Doctors and nurses at Zagreb's KB Dubrava hospital held a protest rally on Friday because the hospital would be fully converted into an institution for the treatment of COVID positive patients.
Ivana Suton, the representative of the Nurses’ Union at the hospital, said that the protest was not organised by any of the unions but by staff gathering spontaneously to express their discontent over the difficult situation considering the large influx of patients and the shortage of staff.
The protesters were also addressed by Silvio Basic, the new chairman of the hospital’s management board and state secretary at the Ministry of Health. He said later that the protesters had drawn his attention to the problems troubling them, such as care for their own health and the health of patients, and the lack of information.
Basic said that all 80 or so patients not suffering from COVID would be transferred to other hospitals across the city so that KB Dubrava could become a COVID hospital when necessary, which would depend on the number of new cases.
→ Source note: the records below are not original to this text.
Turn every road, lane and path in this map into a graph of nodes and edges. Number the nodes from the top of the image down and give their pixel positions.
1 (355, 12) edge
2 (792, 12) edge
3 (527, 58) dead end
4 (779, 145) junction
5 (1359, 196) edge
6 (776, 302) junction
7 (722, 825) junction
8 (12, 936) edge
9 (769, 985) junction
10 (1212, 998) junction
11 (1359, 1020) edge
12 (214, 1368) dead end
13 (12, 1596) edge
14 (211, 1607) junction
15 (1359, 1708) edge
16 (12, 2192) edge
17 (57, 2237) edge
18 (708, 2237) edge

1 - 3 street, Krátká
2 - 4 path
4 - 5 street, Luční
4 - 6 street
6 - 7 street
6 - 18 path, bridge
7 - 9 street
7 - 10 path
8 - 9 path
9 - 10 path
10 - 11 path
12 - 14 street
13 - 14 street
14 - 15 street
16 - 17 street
Responding to a reporter’s remark that this was precisely why the staff were protesting, because they did not want the hospital to become a COVID institution, Basic said he sympathised with them. “We are seeing this disease for the first time, no one is trained to treat it and, of course, people are scared. But we must be aware as medical workers that we have taken on this risk.”
Basic said that efforts were being made to ensure the sufficient number of staff. “Five anaesthesiologists have arrived today, and four more pulmonologists are coming in the afternoon. More nurses are also coming. This is a dynamic process,” he said, adding that the hospital had enough ventilators.